*** Material for the task Section Begins ***

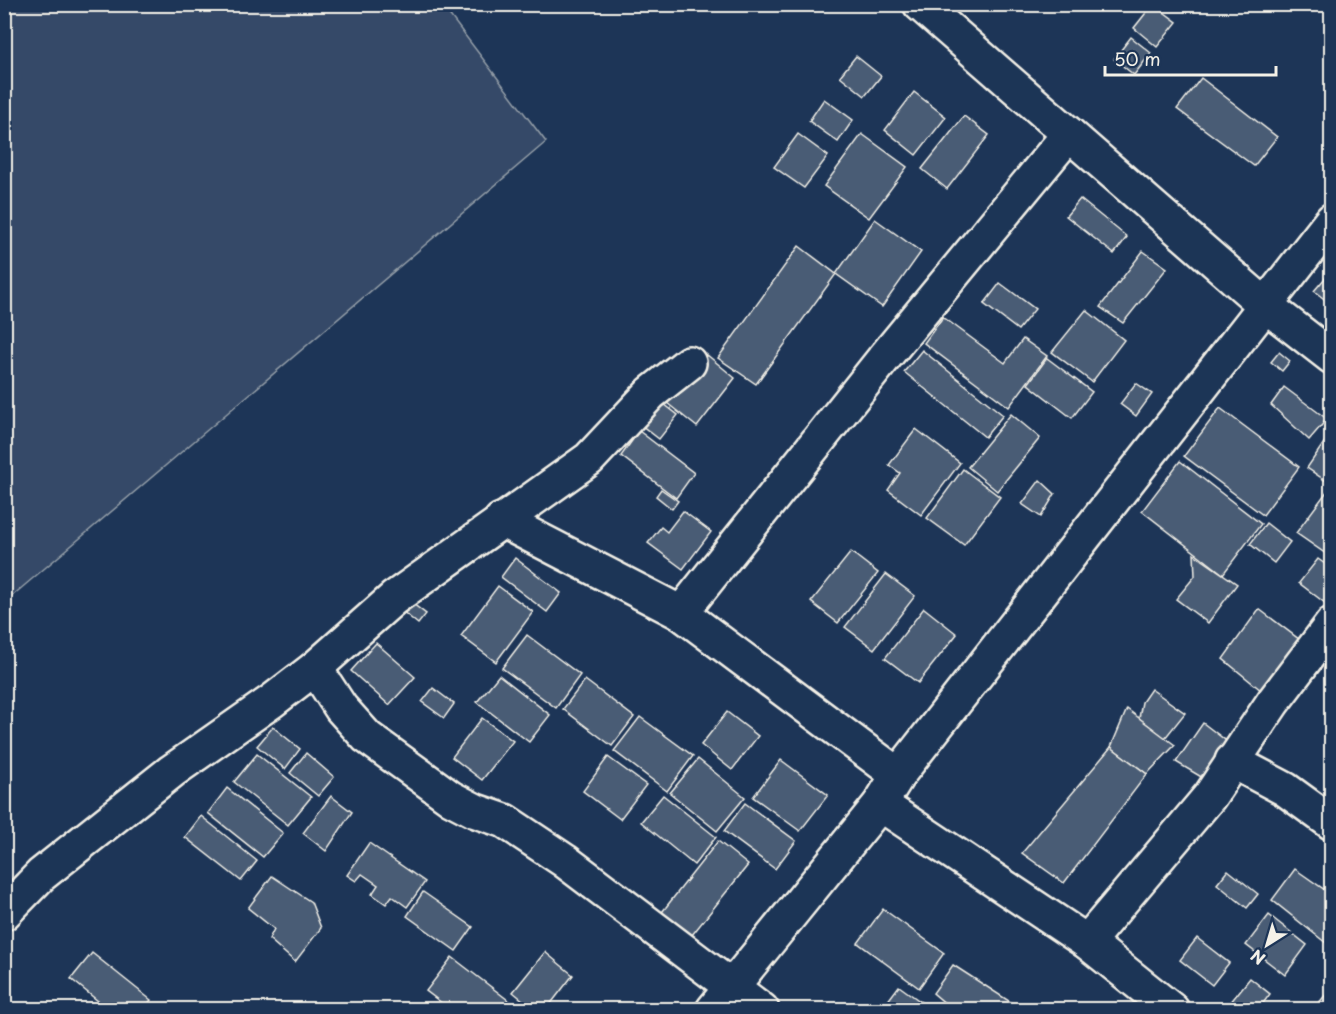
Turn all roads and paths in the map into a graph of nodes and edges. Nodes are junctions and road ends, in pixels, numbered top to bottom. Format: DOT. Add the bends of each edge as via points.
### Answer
graph roads {
  1 [pos="920,4"];
  2 [pos="1068,134"];
  3 [pos="1332,220"];
  4 [pos="1265,305"];
  5 [pos="1332,357"];
  6 [pos="689,363"];
  7 [pos="501,520"];
  8 [pos="681,613"];
  9 [pos="1332,624"];
  10 [pos="315,668"];
  11 [pos="1232,761"];
  12 [pos="898,775"];
  13 [pos="880,804"];
  14 [pos="1332,823"];
  15 [pos="4,913"];
  16 [pos="1087,942"];
  17 [pos="722,998"];
  18 [pos="762,1010"];
  19 [pos="1172,1010"];
  1 -- 2 [label="street"];
  2 -- 4 [label="street"];
  2 -- 8 [label="street"];
  3 -- 4 [label="street"];
  4 -- 5 [label="street"];
  4 -- 12 [label="street"];
  6 -- 7 [label="street" via="651,393 589,459"];
  7 -- 8 [label="street"];
  7 -- 10 [label="street" via="394,598"];
  8 -- 12 [label="street"];
  9 -- 11 [label="street"];
  10 -- 15 [label="street" via="172,771 41,875"];
  10 -- 17 [label="street" via="341,708 367,737 451,798 476,812 505,821 654,926 681,950"];
  11 -- 14 [label="street" via="1285,789"];
  11 -- 16 [label="street" via="1210,796"];
  12 -- 13 [label="street"];
  13 -- 16 [label="street"];
  13 -- 17 [label="street"];
  16 -- 19 [label="street"];
  17 -- 18 [label="street"];
}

*** Material for the task Section Ends ***

_About this exercise_
Output every entry word for word, but omit the pictures.

_Problem solution_
Turn all roads and paths in the map into a graph of nodes and edges. Nodes are junctions and road ends, in pixels, numbered top to bottom. Format: DOT. Add the bends of each edge as via points.
### Answer
graph roads {
  1 [pos="920,4"];
  2 [pos="1068,134"];
  3 [pos="1332,220"];
  4 [pos="1265,305"];
  5 [pos="1332,357"];
  6 [pos="689,363"];
  7 [pos="501,520"];
  8 [pos="681,613"];
  9 [pos="1332,624"];
  10 [pos="315,668"];
  11 [pos="1232,761"];
  12 [pos="898,775"];
  13 [pos="880,804"];
  14 [pos="1332,823"];
  15 [pos="4,913"];
  16 [pos="1087,942"];
  17 [pos="722,998"];
  18 [pos="762,1010"];
  19 [pos="1172,1010"];
  1 -- 2 [label="street"];
  2 -- 4 [label="street"];
  2 -- 8 [label="street"];
  3 -- 4 [label="street"];
  4 -- 5 [label="street"];
  4 -- 12 [label="street"];
  6 -- 7 [label="street" via="651,393 589,459"];
  7 -- 8 [label="street"];
  7 -- 10 [label="street" via="394,598"];
  8 -- 12 [label="street"];
  9 -- 11 [label="street"];
  10 -- 15 [label="street" via="172,771 41,875"];
  10 -- 17 [label="street" via="341,708 367,737 451,798 476,812 505,821 654,926 681,950"];
  11 -- 14 [label="street" via="1285,789"];
  11 -- 16 [label="street" via="1210,796"];
  12 -- 13 [label="street"];
  13 -- 16 [label="street"];
  13 -- 17 [label="street"];
  16 -- 19 [label="street"];
  17 -- 18 [label="street"];
}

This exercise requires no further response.